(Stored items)
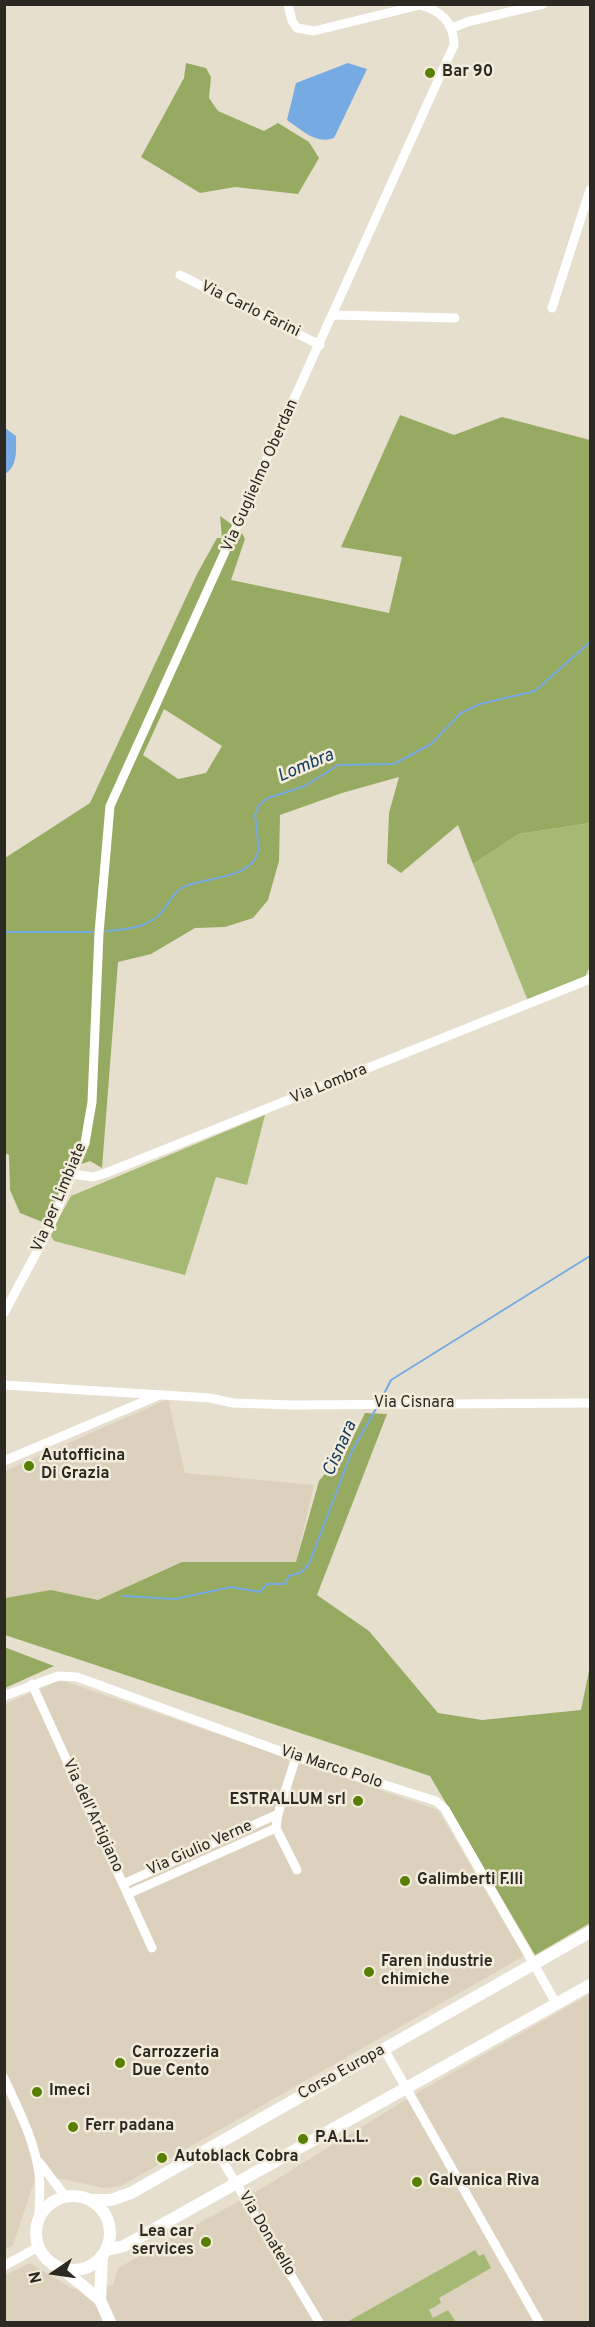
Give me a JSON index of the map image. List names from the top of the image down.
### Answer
{
  "streets": {
    "street": [
      "Via Carlo Farini",
      "Via Guglielmo Oberdan",
      "Via Lombra",
      "Via per Limbiate",
      "Via Cisnara",
      "Via Marco Polo",
      "Via dell'Artigiano",
      "Via Giulio Verne",
      "Corso Europa",
      "Via Donatello"
    ]
  },
  "crossings": [
    ["Via Carlo Farini", "Via Guglielmo Oberdan"],
    ["Via Guglielmo Oberdan", "Via per Limbiate"],
    ["Via Lombra", "Via per Limbiate"],
    ["Via Marco Polo", "Via dell'Artigiano"],
    ["Via Marco Polo", "Via Giulio Verne"],
    ["Via Marco Polo", "Corso Europa"],
    ["Via dell'Artigiano", "Via Giulio Verne"],
    ["Corso Europa", "Via Donatello"]
  ],
  "water": ["Lombra", "Cisnara"],
  "places": [
    "Bar 90",
    "Autofficina Di Grazia",
    "ESTRALLUM srl",
    "Galimberti F.lli",
    "Faren industrie chimiche",
    "Carrozzeria Due Cento",
    "Imeci",
    "Ferr padana",
    "P.A.L.L.",
    "Autoblack Cobra",
    "Galvanica Riva",
    "Lea car services"
  ],
  "north": "left"
}
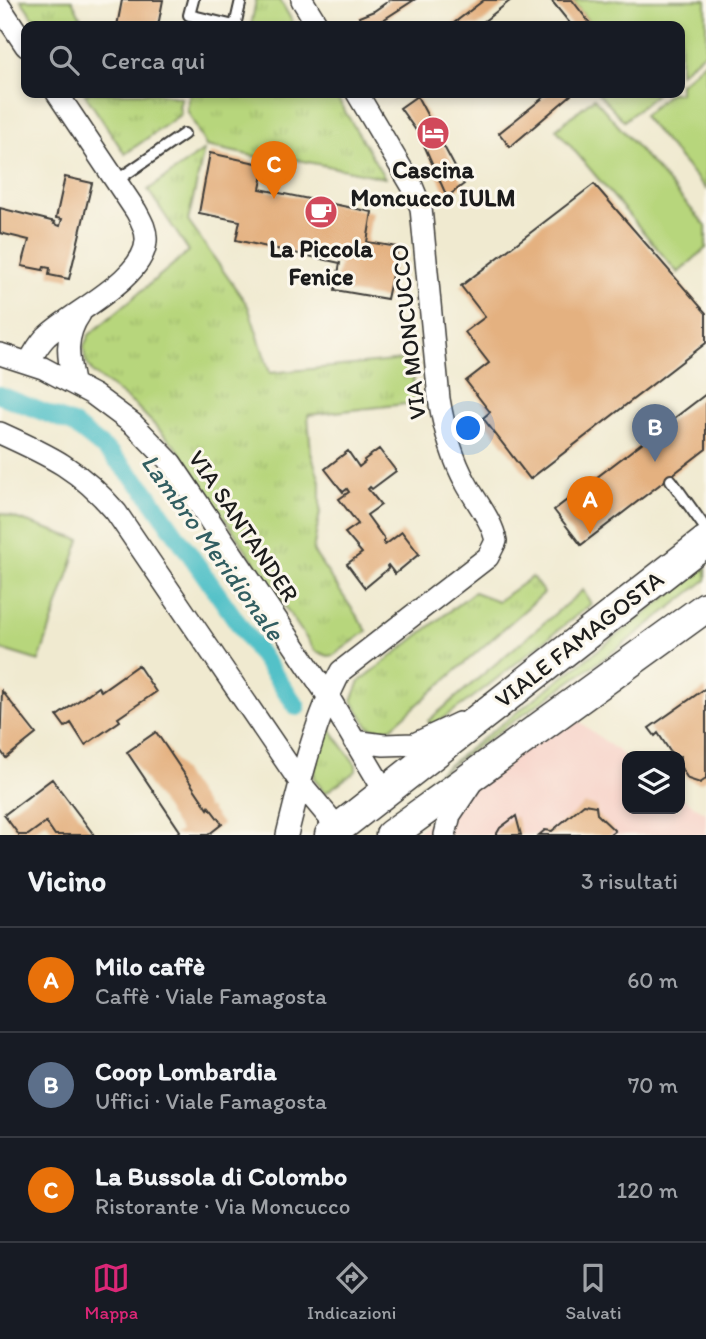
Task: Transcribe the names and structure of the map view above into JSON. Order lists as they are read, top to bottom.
{
  "streets": {
    "main road": ["VIALE FAMAGOSTA"],
    "street": ["VIA MONCUCCO", "VIA SANTANDER"]
  },
  "crossings": [
    ["VIA MONCUCCO", "VIA SANTANDER"],
    ["VIA SANTANDER", "VIALE FAMAGOSTA"]
  ],
  "water": ["Lambro Meridionale"],
  "places": {
    "hotel": ["Cascina Moncucco IULM"],
    "cafe": ["La Piccola Fenice"]
  },
  "page": {
    "search": "Cerca qui",
    "pins": ["C", "B", "A"],
    "heading": ["Vicino", "3 risultati"],
    "list": [
      {
        "mark": "A",
        "name": "Milo caffè",
        "note": "Caffè · Viale Famagosta",
        "value": "60 m"
      },
      {
        "mark": "B",
        "name": "Coop Lombardia",
        "note": "Uffici · Viale Famagosta",
        "value": "70 m"
      },
      {
        "mark": "C",
        "name": "La Bussola di Colombo",
        "note": "Ristorante · Via Moncucco",
        "value": "120 m"
      }
    ],
    "nav": ["Mappa", "Indicazioni", "Salvati"]
  }
}
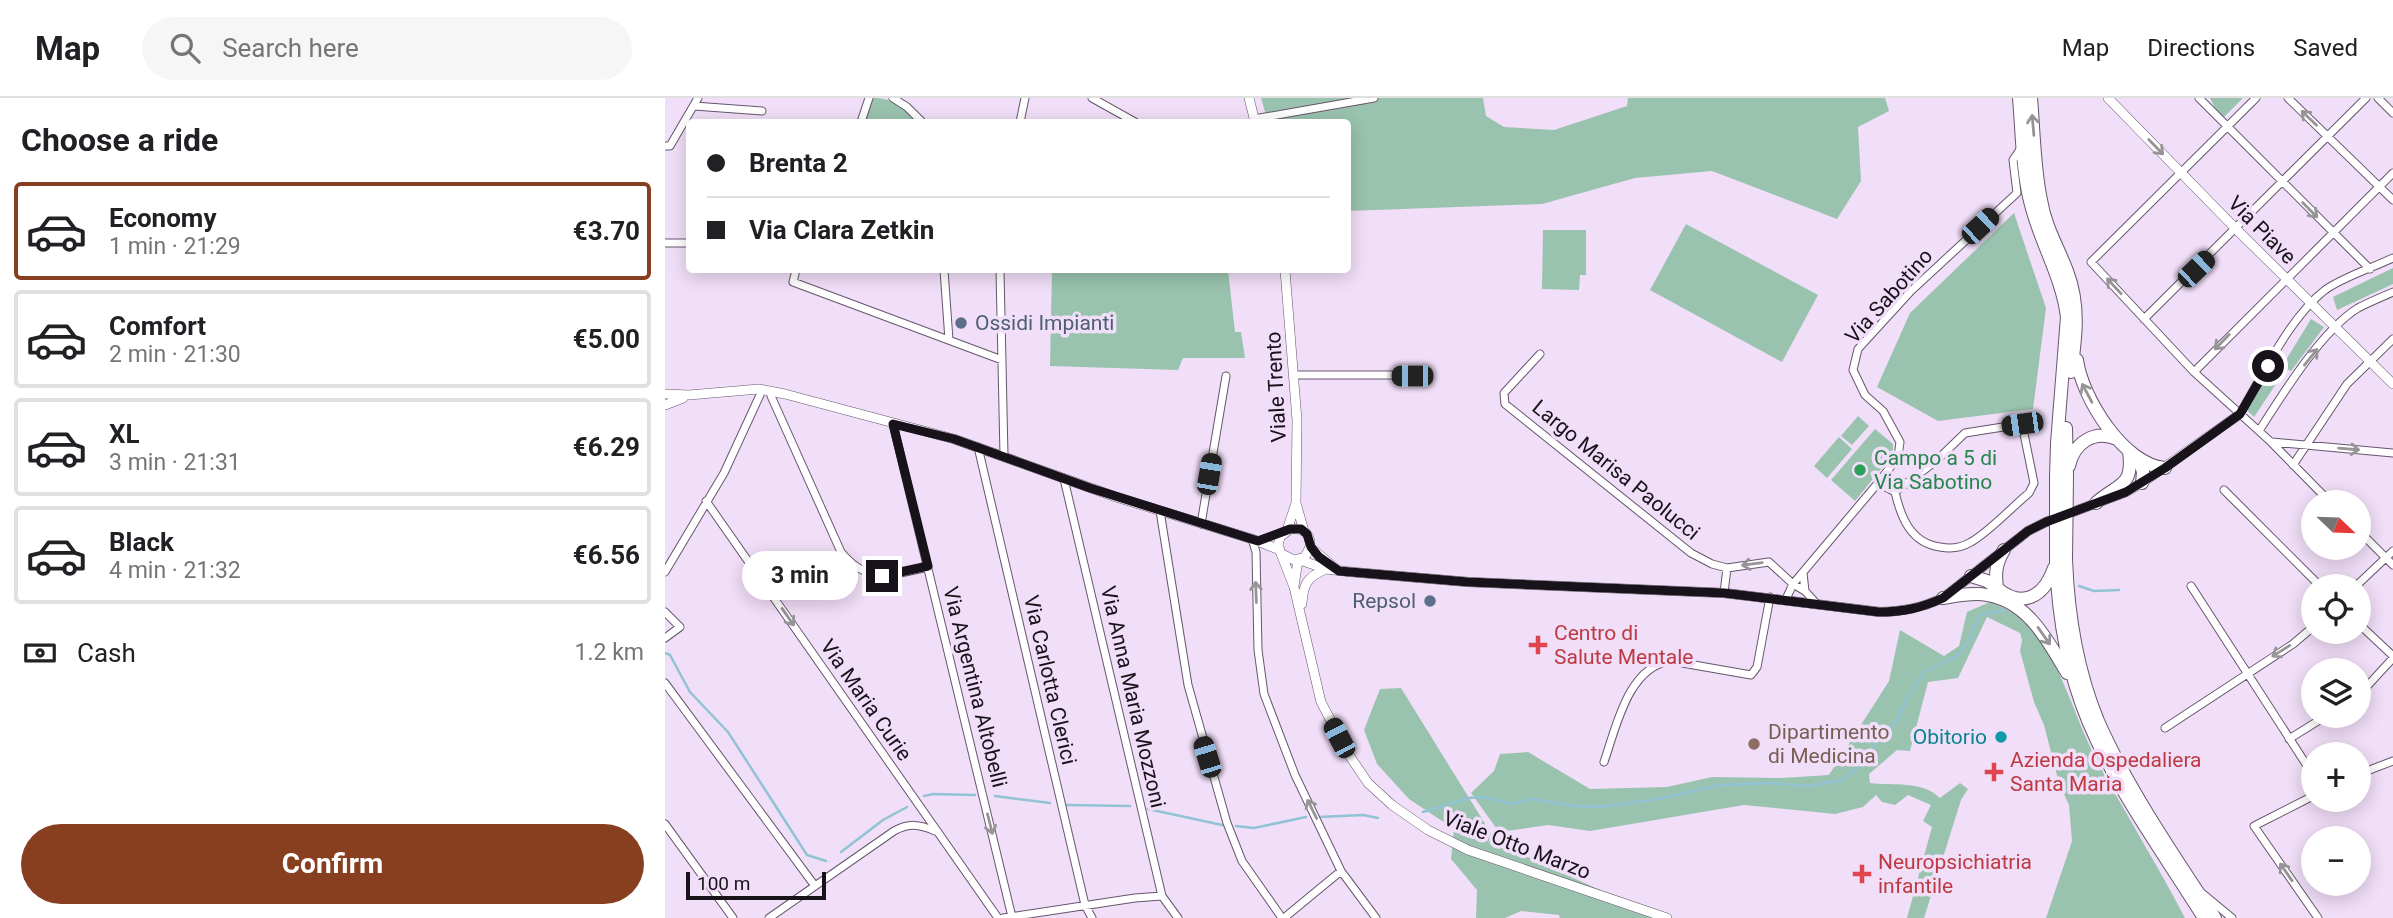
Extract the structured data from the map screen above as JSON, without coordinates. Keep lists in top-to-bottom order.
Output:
{
  "streets": {
    "street": [
      "Via Piave",
      "Via Sabotino",
      "Viale Trento",
      "Largo Marisa Paolucci",
      "Via Carlotta Clerici",
      "Via Argentina Altobelli",
      "Via Anna Maria Mozzoni",
      "Via Maria Curie",
      "Viale Otto Marzo"
    ]
  },
  "crossings": [
    ["Viale Trento", "Viale Otto Marzo"]
  ],
  "one_way": ["Via Argentina Altobelli", "Via Maria Curie"],
  "places": {
    "other": [
      "Ossidi Impianti",
      "Campo a 5 di Via Sabotino",
      "Repsol",
      "Obitorio",
      "Dipartimento di Medicina"
    ],
    "health": ["Centro di Salute Mentale", "Azienda Ospedaliera Santa Maria", "Neuropsichiatria infantile"]
  },
  "scale_bar": "100 m",
  "north": "bottom right",
  "page": {
    "header": "Map",
    "search": "Search here",
    "nav": ["Map", "Directions", "Saved"],
    "heading": "Choose a ride",
    "banner": ["Brenta 2", "Via Clara Zetkin"],
    "list": [
      {
        "name": "Economy",
        "note": "1 min · 21:29",
        "value": "€3.70"
      },
      {
        "name": "Comfort",
        "note": "2 min · 21:30",
        "value": "€5.00"
      },
      {
        "name": "XL",
        "note": "3 min · 21:31",
        "value": "€6.29"
      },
      {
        "name": "Black",
        "note": "4 min · 21:32",
        "value": "€6.56"
      }
    ],
    "map_buttons": ["+", "−"],
    "bubble": "3 min",
    "pay": ["Cash", "1.2 km"],
    "buttons": "Confirm",
    "scale": "100 m"
  }
}
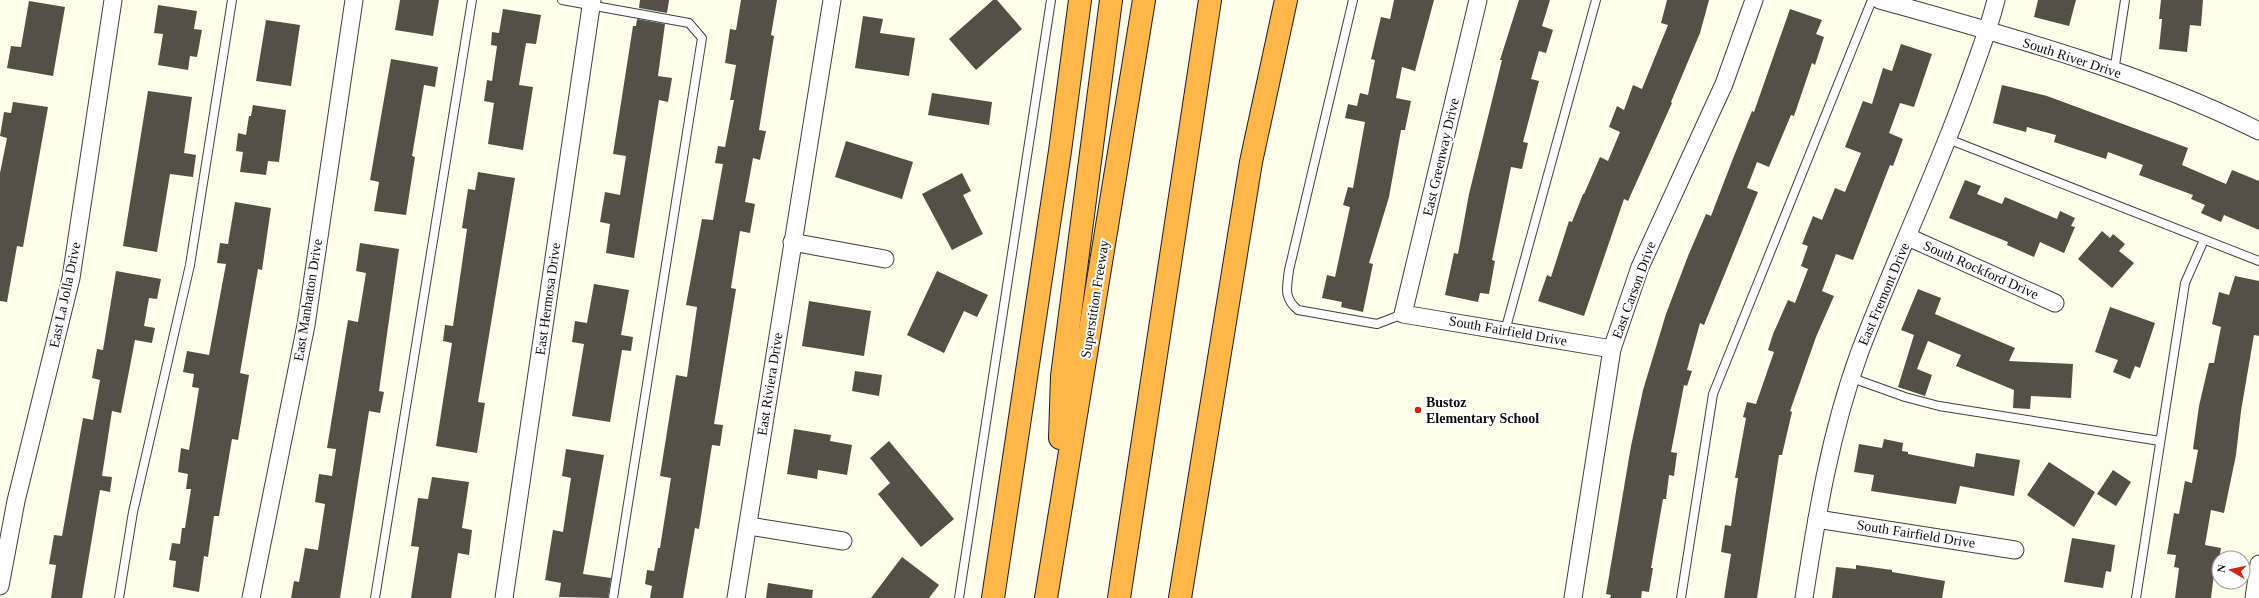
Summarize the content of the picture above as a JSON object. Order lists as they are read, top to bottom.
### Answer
{
  "streets": {
    "highway": ["Superstition Freeway"],
    "street": [
      "South River Drive",
      "East Greenway Drive",
      "South Rockford Drive",
      "East Carson Drive",
      "East Fremont Drive",
      "East La Jolla Drive",
      "East Hermosa Drive",
      "East Manhatton Drive",
      "South Fairfield Drive",
      "East Riviera Drive"
    ]
  },
  "crossings": [
    ["South River Drive", "East Fremont Drive"],
    ["East Greenway Drive", "South Fairfield Drive"],
    ["South Rockford Drive", "East Fremont Drive"],
    ["East Carson Drive", "South Fairfield Drive"],
    ["East Fremont Drive", "South Fairfield Drive"]
  ],
  "places": ["Bustoz Elementary School"],
  "north": "left"
}
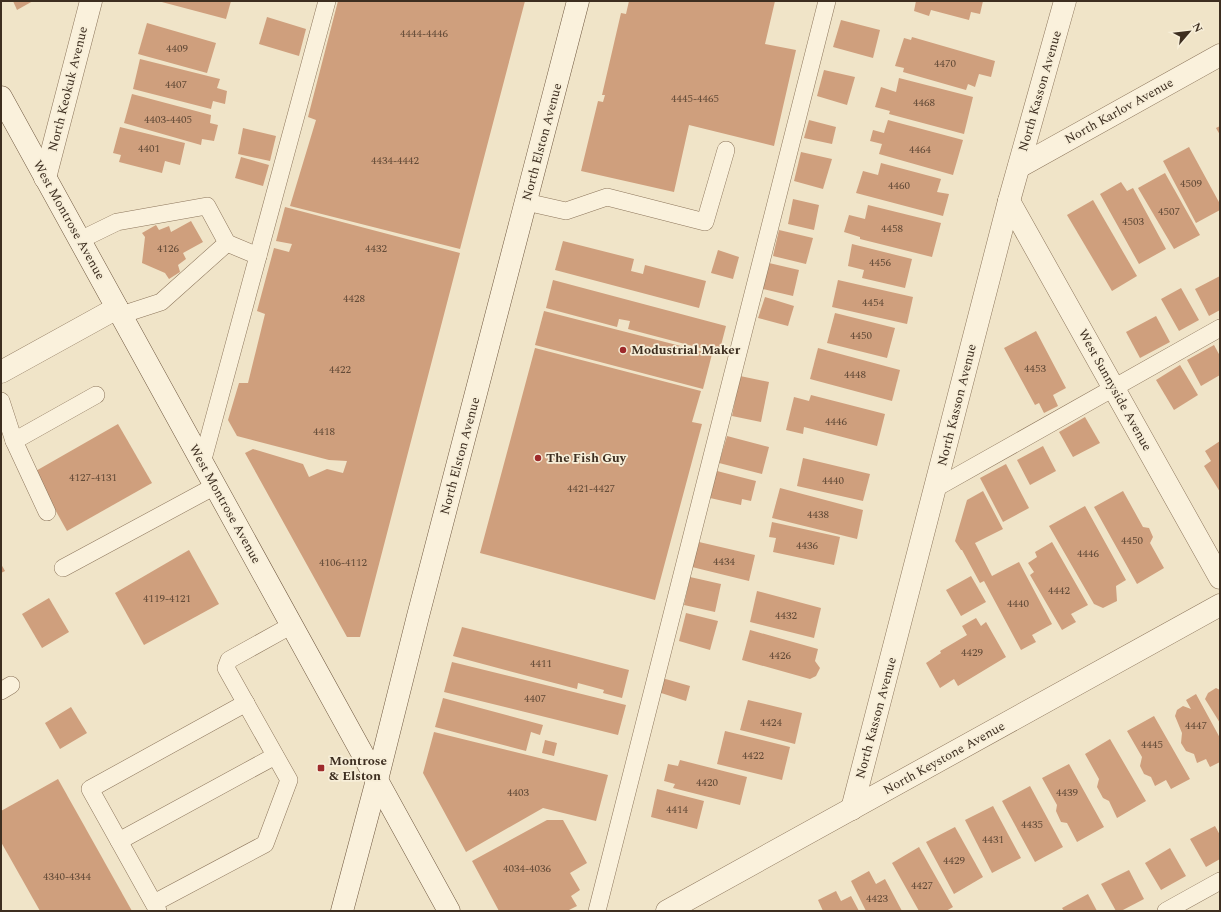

What you need to do - Copy each line from the entries above that has the word "dell" in it.

Answer to this problem -
      "Via dell'Artigiano",
    ["Via Marco Polo", "Via dell'Artigiano"],
    ["Via dell'Artigiano", "Via Giulio Verne"],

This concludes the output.